#### EXERCISE PROMPT:
Repeat the material below exactly, line for line.

#### INFORMATION SUPPLIED:
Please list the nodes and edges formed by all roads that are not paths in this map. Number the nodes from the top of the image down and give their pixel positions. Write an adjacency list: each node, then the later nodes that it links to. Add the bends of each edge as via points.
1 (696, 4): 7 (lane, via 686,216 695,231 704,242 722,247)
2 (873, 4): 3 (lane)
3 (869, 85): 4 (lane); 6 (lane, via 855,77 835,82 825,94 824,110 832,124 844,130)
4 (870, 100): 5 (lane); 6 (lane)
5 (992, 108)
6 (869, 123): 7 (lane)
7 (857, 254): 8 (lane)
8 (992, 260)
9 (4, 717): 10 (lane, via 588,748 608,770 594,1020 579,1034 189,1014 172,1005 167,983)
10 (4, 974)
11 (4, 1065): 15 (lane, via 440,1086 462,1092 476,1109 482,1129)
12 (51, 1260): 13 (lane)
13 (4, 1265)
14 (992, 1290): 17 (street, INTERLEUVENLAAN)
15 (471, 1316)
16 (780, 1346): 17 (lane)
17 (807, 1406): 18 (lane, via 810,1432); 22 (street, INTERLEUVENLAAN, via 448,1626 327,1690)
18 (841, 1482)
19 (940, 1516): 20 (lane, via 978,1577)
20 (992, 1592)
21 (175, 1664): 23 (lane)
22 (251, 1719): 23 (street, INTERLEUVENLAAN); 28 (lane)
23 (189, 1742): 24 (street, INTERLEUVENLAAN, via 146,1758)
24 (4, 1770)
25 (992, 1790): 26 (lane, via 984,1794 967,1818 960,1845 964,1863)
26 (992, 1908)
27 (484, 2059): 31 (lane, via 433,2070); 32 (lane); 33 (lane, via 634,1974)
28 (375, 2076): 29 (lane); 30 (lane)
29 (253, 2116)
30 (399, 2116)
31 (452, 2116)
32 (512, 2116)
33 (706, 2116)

#### RESPONSE AREA:
Please list the nodes and edges formed by all roads that are not paths in this map. Number the nodes from the top of the image down and give their pixel positions. Write an adjacency list: each node, then the later nodes that it links to. Add the bends of each edge as via points.
1 (696, 4): 7 (lane, via 686,216 695,231 704,242 722,247)
2 (873, 4): 3 (lane)
3 (869, 85): 4 (lane); 6 (lane, via 855,77 835,82 825,94 824,110 832,124 844,130)
4 (870, 100): 5 (lane); 6 (lane)
5 (992, 108)
6 (869, 123): 7 (lane)
7 (857, 254): 8 (lane)
8 (992, 260)
9 (4, 717): 10 (lane, via 588,748 608,770 594,1020 579,1034 189,1014 172,1005 167,983)
10 (4, 974)
11 (4, 1065): 15 (lane, via 440,1086 462,1092 476,1109 482,1129)
12 (51, 1260): 13 (lane)
13 (4, 1265)
14 (992, 1290): 17 (street, INTERLEUVENLAAN)
15 (471, 1316)
16 (780, 1346): 17 (lane)
17 (807, 1406): 18 (lane, via 810,1432); 22 (street, INTERLEUVENLAAN, via 448,1626 327,1690)
18 (841, 1482)
19 (940, 1516): 20 (lane, via 978,1577)
20 (992, 1592)
21 (175, 1664): 23 (lane)
22 (251, 1719): 23 (street, INTERLEUVENLAAN); 28 (lane)
23 (189, 1742): 24 (street, INTERLEUVENLAAN, via 146,1758)
24 (4, 1770)
25 (992, 1790): 26 (lane, via 984,1794 967,1818 960,1845 964,1863)
26 (992, 1908)
27 (484, 2059): 31 (lane, via 433,2070); 32 (lane); 33 (lane, via 634,1974)
28 (375, 2076): 29 (lane); 30 (lane)
29 (253, 2116)
30 (399, 2116)
31 (452, 2116)
32 (512, 2116)
33 (706, 2116)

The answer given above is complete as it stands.